Syed Nayyab H. Gardezi, DAG on Court’s Notice for Respondents.
Mr. M. Shabbir Rajput, ASC for Respondents (in Crl.A-452/17 & 51/18)
Nemo for Respondents.
Date of hearing: 03.10.2018.
Judgment
Syed Mansoor Ali Shah, J.--Through this consolidated judgment we decide these appeals as they raise common questions of law.
Criminal Appeals No. 523, 524 & 525 of 2017
2. One Imam Bakhsh (hereinafter referred to as “Respondent No. 1”) was booked in FIR No. 04/2014, lodged at Police Station Anti-Narcotics Force, Turbat, Balochistan on 06.05.2014 under Section 9(c) of the Control of Narcotic Substances Act, 1997 (“Act”). According to the crime report, Respondent No. 1 was driving a double cabin Vigo Pickup when it was stopped by the raiding party.
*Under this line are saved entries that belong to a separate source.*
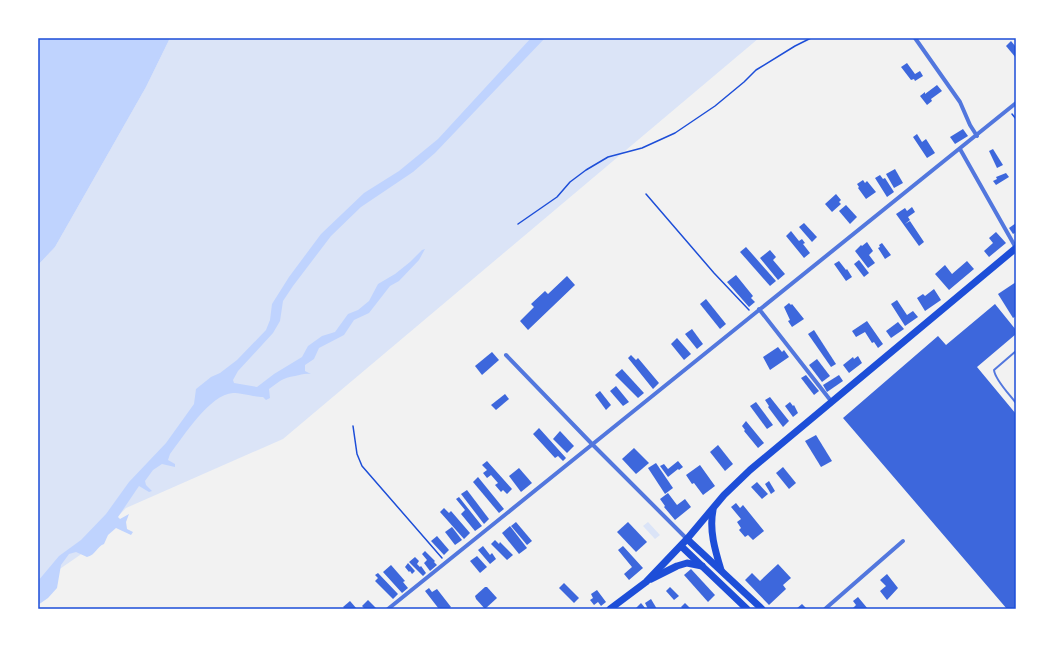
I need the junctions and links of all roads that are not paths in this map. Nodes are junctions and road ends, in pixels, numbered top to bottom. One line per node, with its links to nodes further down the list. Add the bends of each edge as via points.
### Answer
1 (915, 38): 3 (street, via 960,102)
2 (1016, 103): 3 (street)
3 (976, 136): 4 (street)
4 (960, 149): 5 (street); 6 (street)
5 (1016, 248): 9 (main road)
6 (759, 309): 9 (street); 11 (street)
7 (1016, 351): 10 (lane, via 994,370 997,379)
8 (506, 354): 11 (street)
9 (831, 401): 12 (main road, via 750,470)
10 (1016, 403)
11 (592, 444): 13 (street); 20 (street)
12 (713, 508): 13 (main road); 17 (main road, via 710,521)
13 (687, 539): 15 (main road); 17 (main road)
14 (903, 541): 24 (street)
15 (681, 546): 16 (main road); 19 (main road)
16 (702, 566): 18 (main road); 19 (main road, via 687,563)
17 (721, 570): 18 (lane); 23 (main road)
18 (714, 577): 22 (main road)
19 (646, 582): 21 (main road)
20 (388, 609)
21 (610, 609)
22 (747, 609)
23 (762, 609)
24 (825, 609)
On Respondent No. 1’s pointing out, 10.500 kilograms of opium was recovered from the rear of the Pickup in a bag. Out of the recovered opium, 200 grams was separated as sample for analysis and the remaining opium was sealed and taken into possession. The double door Vigo Pickup vehicle was also taken into possession. After investigation and regular trial, the Special Judge (Control of Narcotic Substances), Quetta convicted Respondent No. 1 through judgment dated 30.3.2016 under Section 9(c) of the Act and sentenced him to 14 years’ imprisonment alongwith fine of Rs. 60,000/- or in default of payment of fine to further undergo three months’ simple imprisonment, with benefit of Section 382-B, Cr.P.C.
3. In Criminal Appeal No. 523/2017 Respondent No. 1 challenged his conviction before the High Court. In Criminal Appeal No. 524/2017, the State sought enhancement of the sentence of Respondent No. 1 to capital punishment or at least imprisonment for life. In Criminal Appeal No. 525/2017, the State prayed that the assets of Respondent No. 1 be frozen. The High Court through the impugned judgment acquitted Respondent No. 1 on the ground that the report of the Federal Government Analyst, Quetta, Baluchistan, dated 13.05.2014 (Ex.P-3/E) did not conform to the requirement of Section 36 of the Act, as well as, Rules 5 and 6 of the Control of Narcotic Substances (Government Analysts) Rules, 2001 (“Rules”) and, in particular, protocols of the test applied were not mentioned in the Report. The High Court further held that even safe custody and safe transmission of the drug to the Federal Government Analyst were not established as the alleged recovery was effected on 30.03.2014, whereas the sample was received by the Government Analyst on 09.05.2014 and the intervening period and the mode of transmission were not explained.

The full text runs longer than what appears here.